The lines to return are those below that contain the word "Azucenas".

##### Task data

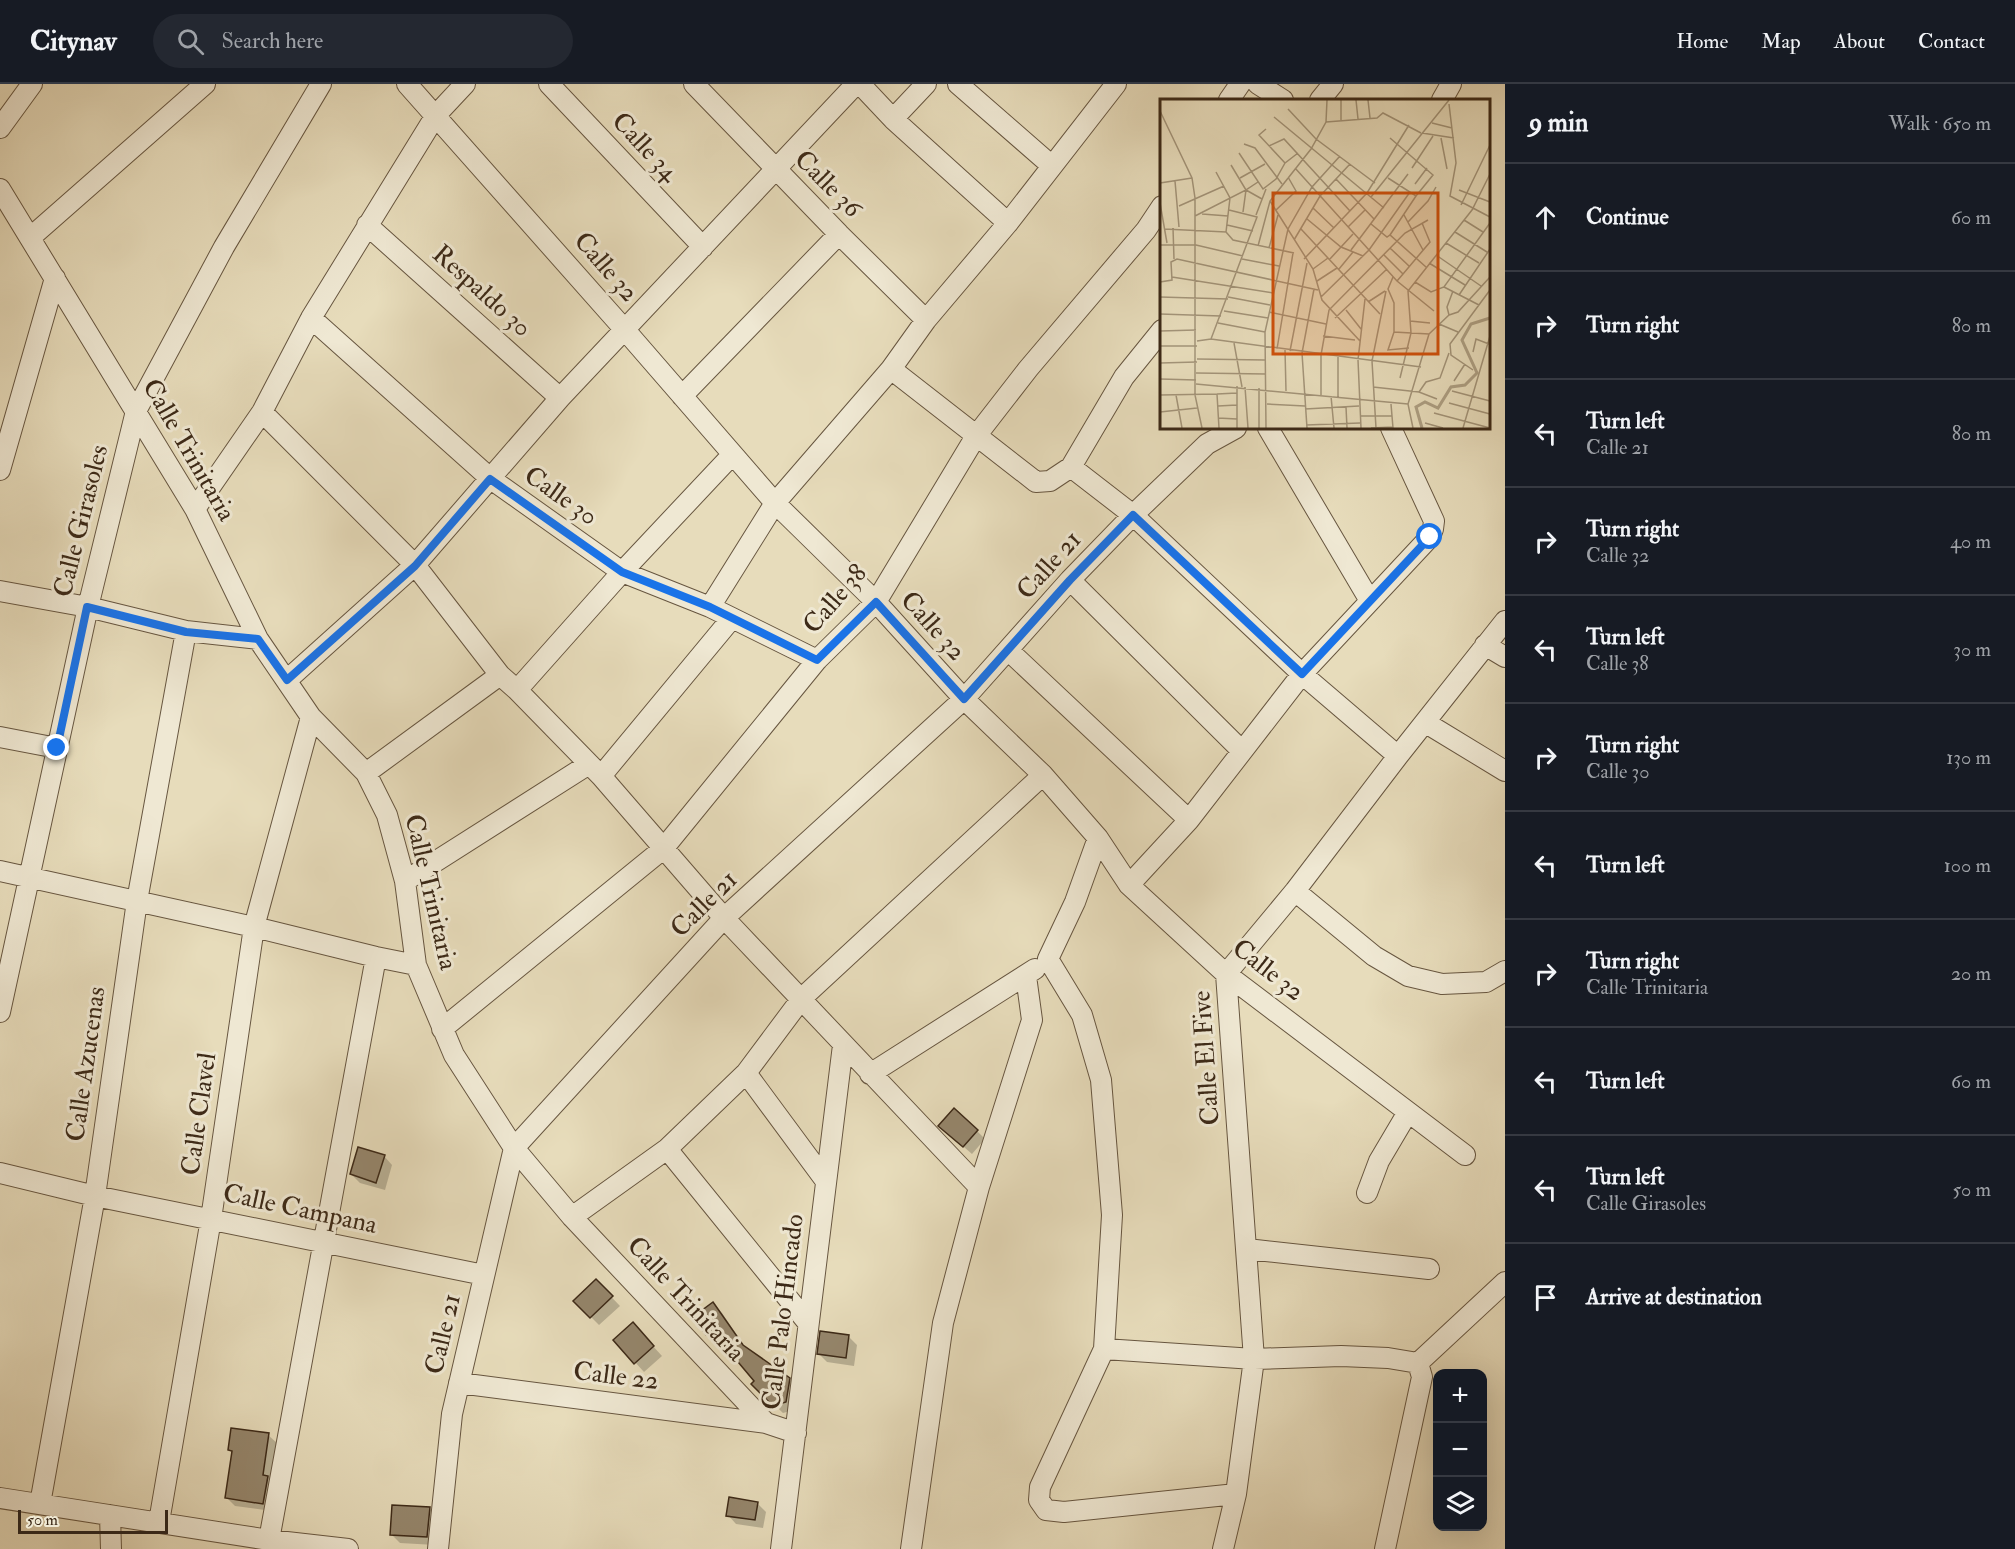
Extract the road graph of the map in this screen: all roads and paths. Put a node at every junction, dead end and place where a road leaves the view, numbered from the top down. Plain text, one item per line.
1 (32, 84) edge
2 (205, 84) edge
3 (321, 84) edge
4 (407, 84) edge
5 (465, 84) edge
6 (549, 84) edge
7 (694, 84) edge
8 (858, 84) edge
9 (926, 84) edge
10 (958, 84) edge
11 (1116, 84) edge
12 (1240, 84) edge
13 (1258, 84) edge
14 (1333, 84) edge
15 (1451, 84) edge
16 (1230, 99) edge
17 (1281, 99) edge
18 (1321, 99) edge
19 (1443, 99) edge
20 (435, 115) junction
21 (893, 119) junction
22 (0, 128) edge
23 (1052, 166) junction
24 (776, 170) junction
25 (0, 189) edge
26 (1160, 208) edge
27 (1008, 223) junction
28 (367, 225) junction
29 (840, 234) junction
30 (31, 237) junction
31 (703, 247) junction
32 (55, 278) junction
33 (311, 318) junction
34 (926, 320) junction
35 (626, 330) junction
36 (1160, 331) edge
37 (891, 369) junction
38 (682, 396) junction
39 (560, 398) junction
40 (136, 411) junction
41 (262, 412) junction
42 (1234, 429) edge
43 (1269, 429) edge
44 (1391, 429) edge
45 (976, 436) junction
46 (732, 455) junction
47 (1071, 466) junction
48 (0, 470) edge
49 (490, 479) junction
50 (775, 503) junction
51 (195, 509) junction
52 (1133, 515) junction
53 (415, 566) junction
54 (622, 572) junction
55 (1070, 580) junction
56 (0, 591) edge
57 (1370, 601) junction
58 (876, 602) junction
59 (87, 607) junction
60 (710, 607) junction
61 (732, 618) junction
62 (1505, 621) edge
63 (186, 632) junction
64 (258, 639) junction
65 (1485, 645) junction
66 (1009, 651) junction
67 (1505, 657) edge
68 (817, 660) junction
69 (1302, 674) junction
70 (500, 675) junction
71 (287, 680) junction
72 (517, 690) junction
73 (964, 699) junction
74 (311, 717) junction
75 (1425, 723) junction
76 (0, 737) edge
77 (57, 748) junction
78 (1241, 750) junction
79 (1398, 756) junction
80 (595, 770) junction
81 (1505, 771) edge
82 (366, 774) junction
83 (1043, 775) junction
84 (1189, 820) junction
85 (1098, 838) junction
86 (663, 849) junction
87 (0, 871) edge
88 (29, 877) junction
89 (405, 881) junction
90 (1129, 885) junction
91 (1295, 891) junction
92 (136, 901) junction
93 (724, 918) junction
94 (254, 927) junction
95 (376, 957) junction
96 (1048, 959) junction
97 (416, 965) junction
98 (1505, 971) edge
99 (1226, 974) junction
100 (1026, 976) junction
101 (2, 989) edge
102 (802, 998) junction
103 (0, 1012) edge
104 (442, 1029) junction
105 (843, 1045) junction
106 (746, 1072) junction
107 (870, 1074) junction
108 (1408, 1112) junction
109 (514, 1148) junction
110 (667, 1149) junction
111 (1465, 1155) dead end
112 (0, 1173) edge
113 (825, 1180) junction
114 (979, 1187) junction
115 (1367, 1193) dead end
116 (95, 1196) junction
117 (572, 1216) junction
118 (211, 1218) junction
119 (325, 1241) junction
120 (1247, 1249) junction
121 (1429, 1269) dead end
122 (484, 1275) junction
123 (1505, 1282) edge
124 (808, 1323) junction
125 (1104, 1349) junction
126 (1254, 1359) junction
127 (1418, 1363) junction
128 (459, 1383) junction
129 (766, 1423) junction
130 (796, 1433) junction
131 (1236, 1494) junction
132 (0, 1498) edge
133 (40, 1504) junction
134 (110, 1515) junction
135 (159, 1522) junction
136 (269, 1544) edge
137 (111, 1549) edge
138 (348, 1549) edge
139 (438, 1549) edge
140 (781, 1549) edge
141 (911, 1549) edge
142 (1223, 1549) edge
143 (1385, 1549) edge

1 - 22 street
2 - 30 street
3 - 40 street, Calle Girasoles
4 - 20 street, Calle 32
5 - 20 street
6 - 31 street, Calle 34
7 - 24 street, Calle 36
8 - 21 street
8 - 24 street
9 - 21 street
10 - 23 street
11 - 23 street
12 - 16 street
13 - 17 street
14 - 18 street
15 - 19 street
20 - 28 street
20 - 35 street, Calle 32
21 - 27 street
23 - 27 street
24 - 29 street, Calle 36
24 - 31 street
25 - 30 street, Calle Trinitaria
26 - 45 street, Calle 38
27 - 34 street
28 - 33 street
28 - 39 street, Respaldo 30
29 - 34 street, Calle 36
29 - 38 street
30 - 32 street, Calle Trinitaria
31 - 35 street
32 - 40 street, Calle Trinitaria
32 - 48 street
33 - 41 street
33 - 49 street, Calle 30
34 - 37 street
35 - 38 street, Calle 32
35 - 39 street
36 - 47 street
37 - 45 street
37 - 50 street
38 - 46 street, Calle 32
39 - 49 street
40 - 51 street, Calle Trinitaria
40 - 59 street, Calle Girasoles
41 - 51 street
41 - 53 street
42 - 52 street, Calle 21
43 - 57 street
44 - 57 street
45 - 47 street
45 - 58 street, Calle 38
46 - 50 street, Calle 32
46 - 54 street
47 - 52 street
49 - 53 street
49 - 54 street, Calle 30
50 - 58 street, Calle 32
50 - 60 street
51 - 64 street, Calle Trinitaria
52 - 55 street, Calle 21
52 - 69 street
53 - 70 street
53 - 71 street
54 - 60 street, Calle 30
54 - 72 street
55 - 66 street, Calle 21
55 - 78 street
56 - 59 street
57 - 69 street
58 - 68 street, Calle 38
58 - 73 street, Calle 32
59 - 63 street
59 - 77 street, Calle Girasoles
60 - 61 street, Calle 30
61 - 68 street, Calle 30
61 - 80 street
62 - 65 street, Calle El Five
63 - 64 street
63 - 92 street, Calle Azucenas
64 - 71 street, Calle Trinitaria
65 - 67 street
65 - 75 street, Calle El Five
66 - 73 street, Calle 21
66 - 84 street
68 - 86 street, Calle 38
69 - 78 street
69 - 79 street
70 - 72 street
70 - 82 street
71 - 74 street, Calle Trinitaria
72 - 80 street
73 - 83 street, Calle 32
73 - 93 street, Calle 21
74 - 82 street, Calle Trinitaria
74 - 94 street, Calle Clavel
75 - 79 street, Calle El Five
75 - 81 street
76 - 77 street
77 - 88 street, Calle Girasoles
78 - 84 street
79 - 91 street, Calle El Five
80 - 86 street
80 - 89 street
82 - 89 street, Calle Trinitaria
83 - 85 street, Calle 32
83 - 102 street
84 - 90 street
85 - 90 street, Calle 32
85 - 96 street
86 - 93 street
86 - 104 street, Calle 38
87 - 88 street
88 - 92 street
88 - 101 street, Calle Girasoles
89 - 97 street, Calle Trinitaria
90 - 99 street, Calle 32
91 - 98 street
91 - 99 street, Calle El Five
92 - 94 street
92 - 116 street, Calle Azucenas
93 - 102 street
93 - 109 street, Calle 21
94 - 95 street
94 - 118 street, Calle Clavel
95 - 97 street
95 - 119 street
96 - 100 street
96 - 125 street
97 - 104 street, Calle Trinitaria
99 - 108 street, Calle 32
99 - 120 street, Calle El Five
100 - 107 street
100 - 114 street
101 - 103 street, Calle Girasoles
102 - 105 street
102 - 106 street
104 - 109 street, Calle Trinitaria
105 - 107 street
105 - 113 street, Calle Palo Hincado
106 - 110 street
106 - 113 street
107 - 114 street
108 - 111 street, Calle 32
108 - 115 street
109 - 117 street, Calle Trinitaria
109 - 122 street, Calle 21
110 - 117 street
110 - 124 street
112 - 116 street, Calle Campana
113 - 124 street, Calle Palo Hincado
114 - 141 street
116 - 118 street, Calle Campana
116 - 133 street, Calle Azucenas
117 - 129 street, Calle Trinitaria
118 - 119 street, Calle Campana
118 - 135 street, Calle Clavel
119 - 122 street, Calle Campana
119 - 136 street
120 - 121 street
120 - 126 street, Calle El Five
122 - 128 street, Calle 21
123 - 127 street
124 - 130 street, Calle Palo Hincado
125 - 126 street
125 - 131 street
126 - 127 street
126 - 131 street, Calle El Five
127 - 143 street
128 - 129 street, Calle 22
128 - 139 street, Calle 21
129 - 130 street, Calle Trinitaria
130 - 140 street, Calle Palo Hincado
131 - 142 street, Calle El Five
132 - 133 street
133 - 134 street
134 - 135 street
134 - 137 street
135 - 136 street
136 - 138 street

##########

Output of the exercise:
63 - 92 street, Calle Azucenas
92 - 116 street, Calle Azucenas
116 - 133 street, Calle Azucenas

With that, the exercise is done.